Could Yik Yak already be facing a Secret-like stagnation? Or is its growth pattern seasonal in a way other social media companies are not?

Social networking is a famously challenging industry to break into. Without the right network effects, social networking apps are useless for the people on them.

Yik Yak faces its own unique growth obstacle, which is also the point of its entire product: Hyperlocality. When you use the app, you only see the posts from people in a 1.5 mile radius from you. That doesn’t give you much incentive to get your friends in far-flung places on it, which in some ways limits the app’s growth.

That could be the reason for the current flatlining. Since the app is focusing on the college market in particular, its biggest growth happens when everyone returns home from school over summer and tells their high school friends about it. “It operates on a very cyclical nature,” Yik Yak co-founder Brooks Buffington told me when I asked about the growth slowing down.

Since Yik Yak has been around for less than a year, that explanation is a hypothesis, not necessarily fact. Without data from prior years we can’t fact-check it.

It also seems plausible that Yik Yak has saturated the university environment. It used to track its growth by how many college campuses it was on, but now it’s on every campus in the United States. Since the company hasn’t tried to cultivate its product in other communities, it makes sense its growth is stalling.

Despite that, the founders don’t want to work on expanding to new groups of people. “If we were concerned with just adding more bodies we would’ve left high schools open from the start,” Buffington said. Instead, they geofenced high school areas to block teens from using it after cyberbullying issues arose.

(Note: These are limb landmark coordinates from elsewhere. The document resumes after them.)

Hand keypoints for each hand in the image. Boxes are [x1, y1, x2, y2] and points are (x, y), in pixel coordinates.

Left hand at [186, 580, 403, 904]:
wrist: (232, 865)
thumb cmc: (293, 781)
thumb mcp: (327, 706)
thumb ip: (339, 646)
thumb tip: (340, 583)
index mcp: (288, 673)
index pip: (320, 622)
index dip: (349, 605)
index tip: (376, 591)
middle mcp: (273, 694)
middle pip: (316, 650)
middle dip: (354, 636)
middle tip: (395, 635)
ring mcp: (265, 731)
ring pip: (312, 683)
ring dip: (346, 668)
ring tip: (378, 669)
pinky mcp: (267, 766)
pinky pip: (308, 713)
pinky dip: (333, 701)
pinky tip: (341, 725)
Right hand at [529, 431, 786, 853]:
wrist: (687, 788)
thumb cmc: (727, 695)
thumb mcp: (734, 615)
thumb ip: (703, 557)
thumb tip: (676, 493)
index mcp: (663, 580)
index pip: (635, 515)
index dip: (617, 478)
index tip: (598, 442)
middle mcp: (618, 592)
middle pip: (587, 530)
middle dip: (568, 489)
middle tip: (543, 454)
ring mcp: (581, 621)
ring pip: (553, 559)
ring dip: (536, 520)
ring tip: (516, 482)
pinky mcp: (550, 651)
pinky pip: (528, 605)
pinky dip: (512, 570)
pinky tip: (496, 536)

They have faith that for now grassroots growth, coming from the community itself, is more sustainable. They follow where their users take them. For example, they’re not actively marketing abroad, but when they see a college campus in the UK or Canada start to become active on the app, they reach out to the school to hire a student community manager of sorts.

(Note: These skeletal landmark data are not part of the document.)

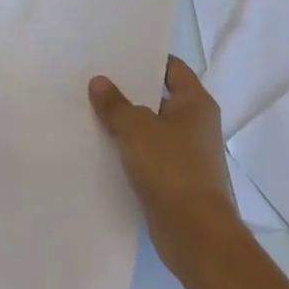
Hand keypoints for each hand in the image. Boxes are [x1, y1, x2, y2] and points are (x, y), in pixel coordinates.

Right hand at [90, 58, 247, 288]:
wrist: (196, 236)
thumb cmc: (172, 169)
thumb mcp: (136, 128)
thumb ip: (115, 104)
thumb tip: (99, 82)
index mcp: (196, 104)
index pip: (172, 68)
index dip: (146, 58)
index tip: (116, 53)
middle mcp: (196, 125)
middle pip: (160, 97)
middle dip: (130, 91)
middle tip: (96, 79)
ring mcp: (188, 155)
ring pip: (152, 129)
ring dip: (128, 123)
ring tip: (92, 110)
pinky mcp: (177, 181)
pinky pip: (150, 156)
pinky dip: (131, 151)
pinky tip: (103, 147)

“Facebook didn’t reach a billion users over night. They started somewhere and executed beautifully and were patient and focused on that,” co-founder Tyler Droll  said. “We’re taking a page out of that book.”

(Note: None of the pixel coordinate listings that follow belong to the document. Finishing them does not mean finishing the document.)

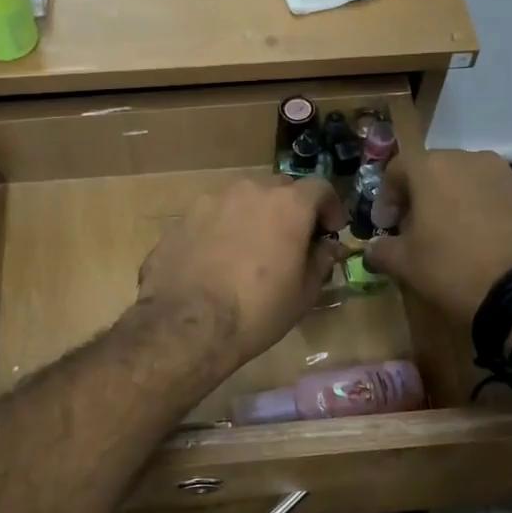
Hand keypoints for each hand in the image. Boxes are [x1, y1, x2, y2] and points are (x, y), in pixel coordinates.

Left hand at [138, 175, 347, 369]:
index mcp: (287, 205)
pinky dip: (221, 231)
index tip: (330, 231)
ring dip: (253, 217)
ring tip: (249, 252)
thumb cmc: (257, 311)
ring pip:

The duo pointed out that despite the fact that they limited downloads in that way, their growth has still happened in an unusually fast manner. It took Snapchat almost two years to get to the upper echelons of download rankings, while Yik Yak took less than one year.

But to me that just raises a question of whether Yik Yak is a fad, one that grew rapidly but doesn’t necessarily have staying power.

“We’re not worried at all about it because we have this massive unparalleled foothold in the college market and the engagement with those users is off the charts,” Droll assured me.